Given records section start

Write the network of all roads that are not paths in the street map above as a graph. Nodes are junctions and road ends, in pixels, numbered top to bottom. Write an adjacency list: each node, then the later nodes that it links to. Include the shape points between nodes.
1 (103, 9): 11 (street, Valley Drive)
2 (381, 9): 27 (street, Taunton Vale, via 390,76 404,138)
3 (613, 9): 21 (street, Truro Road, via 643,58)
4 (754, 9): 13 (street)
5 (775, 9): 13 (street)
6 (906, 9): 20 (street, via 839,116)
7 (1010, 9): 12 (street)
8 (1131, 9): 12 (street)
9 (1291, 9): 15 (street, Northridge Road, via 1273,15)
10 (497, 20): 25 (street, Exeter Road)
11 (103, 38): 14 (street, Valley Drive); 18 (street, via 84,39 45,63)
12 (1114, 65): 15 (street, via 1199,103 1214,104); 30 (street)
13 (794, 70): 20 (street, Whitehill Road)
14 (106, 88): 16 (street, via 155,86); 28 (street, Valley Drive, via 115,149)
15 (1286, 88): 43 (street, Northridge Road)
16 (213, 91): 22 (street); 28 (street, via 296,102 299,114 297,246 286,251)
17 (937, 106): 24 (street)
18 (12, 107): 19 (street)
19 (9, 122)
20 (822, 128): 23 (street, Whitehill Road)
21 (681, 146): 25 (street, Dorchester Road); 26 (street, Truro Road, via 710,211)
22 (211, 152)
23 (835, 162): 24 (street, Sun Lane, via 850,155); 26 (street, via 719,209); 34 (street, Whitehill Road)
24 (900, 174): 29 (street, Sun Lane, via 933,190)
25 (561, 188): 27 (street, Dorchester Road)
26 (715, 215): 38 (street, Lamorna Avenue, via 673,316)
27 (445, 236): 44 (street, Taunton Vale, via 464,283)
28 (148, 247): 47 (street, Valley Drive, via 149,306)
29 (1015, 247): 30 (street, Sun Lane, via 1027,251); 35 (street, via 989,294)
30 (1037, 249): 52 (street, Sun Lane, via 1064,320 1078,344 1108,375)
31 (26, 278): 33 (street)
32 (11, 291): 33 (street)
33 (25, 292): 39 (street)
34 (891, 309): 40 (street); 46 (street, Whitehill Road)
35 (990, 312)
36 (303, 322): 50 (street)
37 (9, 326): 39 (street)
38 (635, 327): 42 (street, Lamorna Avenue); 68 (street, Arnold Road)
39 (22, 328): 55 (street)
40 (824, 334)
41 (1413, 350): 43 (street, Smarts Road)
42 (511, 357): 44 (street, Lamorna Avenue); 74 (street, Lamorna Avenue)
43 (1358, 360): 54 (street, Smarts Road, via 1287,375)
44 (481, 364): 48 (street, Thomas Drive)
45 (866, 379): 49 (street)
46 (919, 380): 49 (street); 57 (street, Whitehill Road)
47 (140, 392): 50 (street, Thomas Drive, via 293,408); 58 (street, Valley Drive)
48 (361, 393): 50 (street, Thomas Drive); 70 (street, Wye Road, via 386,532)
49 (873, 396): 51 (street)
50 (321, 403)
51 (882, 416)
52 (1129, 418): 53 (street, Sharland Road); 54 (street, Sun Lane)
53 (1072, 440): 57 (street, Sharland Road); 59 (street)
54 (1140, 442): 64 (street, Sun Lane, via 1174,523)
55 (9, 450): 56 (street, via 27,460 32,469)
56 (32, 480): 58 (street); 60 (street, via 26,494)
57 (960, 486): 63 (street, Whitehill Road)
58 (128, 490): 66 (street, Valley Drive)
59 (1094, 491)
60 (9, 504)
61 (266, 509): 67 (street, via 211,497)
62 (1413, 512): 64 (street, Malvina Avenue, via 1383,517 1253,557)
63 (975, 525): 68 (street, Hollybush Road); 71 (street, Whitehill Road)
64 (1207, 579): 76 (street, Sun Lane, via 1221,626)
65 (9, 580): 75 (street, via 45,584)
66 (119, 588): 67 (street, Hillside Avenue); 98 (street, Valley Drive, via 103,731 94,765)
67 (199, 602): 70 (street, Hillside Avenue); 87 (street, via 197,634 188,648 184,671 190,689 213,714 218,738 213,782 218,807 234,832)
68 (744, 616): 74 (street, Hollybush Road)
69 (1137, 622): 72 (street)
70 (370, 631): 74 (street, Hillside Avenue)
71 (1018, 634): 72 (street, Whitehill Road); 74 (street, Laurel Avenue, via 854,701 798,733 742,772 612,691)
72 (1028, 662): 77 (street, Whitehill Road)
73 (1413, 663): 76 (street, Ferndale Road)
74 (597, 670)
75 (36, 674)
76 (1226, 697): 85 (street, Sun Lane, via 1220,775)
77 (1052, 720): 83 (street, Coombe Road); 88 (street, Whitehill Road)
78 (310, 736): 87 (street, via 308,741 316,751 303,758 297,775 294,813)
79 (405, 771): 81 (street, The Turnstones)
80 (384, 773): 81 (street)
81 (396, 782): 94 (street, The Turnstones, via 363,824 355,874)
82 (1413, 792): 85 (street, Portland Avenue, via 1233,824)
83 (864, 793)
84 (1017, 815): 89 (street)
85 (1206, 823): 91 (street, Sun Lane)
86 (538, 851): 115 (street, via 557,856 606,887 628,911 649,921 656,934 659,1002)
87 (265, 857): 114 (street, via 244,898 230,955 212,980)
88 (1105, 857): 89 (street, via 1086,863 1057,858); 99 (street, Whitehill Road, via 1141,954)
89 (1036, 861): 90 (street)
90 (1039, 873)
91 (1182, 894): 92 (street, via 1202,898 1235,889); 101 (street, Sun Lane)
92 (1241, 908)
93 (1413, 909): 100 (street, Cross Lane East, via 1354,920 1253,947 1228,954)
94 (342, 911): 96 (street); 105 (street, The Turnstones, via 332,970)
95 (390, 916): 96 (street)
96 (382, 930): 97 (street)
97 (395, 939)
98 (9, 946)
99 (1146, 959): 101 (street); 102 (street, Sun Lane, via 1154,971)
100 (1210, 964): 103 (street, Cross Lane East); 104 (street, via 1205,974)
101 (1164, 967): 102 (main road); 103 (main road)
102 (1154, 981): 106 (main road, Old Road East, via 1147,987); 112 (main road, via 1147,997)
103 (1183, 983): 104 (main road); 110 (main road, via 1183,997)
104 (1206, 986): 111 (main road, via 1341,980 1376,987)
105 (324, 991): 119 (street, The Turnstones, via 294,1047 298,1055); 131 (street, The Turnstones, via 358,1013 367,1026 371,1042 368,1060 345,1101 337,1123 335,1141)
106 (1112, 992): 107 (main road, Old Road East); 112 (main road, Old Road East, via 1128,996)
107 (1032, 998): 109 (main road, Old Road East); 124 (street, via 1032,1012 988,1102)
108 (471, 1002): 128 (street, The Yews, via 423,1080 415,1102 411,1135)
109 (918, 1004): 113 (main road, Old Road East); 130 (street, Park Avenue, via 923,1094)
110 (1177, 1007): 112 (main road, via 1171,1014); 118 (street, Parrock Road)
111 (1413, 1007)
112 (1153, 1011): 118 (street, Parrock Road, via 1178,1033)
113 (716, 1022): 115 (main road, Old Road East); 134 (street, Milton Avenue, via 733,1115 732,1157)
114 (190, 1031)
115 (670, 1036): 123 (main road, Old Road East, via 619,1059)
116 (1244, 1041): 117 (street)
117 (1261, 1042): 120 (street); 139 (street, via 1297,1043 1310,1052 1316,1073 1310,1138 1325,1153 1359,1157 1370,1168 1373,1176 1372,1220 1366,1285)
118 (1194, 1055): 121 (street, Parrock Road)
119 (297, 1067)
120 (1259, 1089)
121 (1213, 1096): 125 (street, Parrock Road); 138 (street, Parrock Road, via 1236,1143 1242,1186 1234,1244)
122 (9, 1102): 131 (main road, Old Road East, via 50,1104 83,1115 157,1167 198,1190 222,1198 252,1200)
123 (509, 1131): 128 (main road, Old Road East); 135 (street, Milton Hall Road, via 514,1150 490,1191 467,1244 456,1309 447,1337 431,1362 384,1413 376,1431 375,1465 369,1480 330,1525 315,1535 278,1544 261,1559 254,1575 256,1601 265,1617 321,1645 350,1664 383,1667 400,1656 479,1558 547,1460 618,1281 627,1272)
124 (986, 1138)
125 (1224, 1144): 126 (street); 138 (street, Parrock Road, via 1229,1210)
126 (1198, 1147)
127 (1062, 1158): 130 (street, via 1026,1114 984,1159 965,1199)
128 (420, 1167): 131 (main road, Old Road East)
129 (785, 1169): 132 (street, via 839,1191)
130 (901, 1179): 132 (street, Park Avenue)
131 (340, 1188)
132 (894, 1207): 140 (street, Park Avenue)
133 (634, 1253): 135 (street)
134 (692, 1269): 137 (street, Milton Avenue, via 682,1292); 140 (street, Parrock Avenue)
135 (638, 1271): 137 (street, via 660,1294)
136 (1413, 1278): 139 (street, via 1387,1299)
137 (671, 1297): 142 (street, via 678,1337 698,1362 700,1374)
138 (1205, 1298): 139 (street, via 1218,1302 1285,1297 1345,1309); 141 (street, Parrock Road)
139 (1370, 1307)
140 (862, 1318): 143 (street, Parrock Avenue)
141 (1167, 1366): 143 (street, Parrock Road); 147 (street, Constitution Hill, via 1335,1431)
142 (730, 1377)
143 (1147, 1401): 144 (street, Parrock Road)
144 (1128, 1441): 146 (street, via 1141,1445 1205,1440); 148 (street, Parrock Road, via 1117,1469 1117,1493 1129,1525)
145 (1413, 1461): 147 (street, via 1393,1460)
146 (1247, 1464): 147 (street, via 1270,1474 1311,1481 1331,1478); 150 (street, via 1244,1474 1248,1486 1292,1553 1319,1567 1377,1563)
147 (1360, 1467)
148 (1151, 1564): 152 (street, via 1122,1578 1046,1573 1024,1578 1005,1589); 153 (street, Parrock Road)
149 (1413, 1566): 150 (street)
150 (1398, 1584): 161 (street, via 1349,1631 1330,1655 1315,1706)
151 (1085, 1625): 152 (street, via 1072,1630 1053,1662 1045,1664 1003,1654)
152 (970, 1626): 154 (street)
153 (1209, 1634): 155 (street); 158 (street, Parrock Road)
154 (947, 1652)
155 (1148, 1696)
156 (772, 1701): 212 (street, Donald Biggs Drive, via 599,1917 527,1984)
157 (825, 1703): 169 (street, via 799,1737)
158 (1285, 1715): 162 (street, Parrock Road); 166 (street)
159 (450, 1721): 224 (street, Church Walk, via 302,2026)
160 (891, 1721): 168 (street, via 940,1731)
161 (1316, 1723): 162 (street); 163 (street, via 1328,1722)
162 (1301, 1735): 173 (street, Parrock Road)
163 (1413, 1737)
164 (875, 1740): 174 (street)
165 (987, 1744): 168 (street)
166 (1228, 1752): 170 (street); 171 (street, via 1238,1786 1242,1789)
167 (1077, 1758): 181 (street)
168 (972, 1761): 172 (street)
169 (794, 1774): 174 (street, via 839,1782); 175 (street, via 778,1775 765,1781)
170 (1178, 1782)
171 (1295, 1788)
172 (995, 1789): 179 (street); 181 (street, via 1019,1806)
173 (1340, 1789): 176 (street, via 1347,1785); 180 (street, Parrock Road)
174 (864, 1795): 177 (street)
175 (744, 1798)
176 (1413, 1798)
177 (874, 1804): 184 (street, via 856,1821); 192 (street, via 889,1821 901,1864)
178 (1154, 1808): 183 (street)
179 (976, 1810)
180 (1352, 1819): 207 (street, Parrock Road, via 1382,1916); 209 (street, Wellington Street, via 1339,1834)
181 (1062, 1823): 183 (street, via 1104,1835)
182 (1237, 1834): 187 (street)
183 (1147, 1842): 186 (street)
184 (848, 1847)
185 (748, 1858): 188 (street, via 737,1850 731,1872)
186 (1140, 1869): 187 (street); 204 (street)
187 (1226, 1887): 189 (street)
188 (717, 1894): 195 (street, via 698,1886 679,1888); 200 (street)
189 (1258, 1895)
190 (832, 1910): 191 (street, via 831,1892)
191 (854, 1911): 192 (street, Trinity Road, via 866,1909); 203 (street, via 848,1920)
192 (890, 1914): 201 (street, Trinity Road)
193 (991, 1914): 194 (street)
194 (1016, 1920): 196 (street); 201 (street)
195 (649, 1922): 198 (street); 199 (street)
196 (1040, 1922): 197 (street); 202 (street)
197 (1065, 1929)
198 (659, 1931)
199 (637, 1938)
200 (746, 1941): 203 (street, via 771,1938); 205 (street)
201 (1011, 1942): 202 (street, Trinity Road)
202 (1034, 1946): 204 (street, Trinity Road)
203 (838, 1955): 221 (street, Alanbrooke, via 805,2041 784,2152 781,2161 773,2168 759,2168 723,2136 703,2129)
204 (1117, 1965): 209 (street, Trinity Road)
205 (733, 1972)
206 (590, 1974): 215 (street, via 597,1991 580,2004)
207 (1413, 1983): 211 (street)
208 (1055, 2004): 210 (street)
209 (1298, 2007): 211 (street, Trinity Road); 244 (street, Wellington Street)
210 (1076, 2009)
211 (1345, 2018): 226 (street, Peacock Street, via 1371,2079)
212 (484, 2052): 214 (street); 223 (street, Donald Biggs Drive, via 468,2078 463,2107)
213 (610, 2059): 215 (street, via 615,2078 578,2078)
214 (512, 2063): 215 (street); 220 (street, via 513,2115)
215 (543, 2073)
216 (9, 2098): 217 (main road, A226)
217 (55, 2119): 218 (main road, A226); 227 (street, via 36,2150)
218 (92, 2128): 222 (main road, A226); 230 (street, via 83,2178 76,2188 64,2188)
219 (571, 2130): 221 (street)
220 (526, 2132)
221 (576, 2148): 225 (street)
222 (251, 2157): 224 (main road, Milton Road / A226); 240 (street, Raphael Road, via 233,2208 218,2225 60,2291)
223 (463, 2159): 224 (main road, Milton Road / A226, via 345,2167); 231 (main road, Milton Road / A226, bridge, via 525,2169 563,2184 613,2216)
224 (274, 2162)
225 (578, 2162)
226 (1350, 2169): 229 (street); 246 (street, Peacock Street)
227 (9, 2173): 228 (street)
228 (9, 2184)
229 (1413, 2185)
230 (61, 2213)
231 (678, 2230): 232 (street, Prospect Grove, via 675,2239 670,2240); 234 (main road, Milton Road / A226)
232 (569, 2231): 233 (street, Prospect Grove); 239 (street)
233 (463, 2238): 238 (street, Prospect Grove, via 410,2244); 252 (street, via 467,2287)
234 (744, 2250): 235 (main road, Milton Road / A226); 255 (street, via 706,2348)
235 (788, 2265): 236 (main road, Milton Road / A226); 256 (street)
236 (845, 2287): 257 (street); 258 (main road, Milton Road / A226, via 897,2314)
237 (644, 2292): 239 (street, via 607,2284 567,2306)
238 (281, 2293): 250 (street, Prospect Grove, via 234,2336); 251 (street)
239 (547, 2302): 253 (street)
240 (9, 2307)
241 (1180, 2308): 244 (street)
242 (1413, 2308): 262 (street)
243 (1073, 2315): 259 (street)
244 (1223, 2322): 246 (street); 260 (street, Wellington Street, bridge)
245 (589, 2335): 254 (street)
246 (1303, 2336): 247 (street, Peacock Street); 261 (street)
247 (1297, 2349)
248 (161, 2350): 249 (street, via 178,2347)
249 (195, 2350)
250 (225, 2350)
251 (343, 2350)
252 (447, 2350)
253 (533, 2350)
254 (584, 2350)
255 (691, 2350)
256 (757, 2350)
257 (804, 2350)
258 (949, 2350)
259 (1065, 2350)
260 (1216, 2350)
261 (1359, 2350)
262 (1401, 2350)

Given records section end

- [Problem details] Set apart and copy each line of the records that holds the word "Vale".

- [Written response]
2 (381, 9): 27 (street, Taunton Vale, via 390,76 404,138)
27 (445, 236): 44 (street, Taunton Vale, via 464,283)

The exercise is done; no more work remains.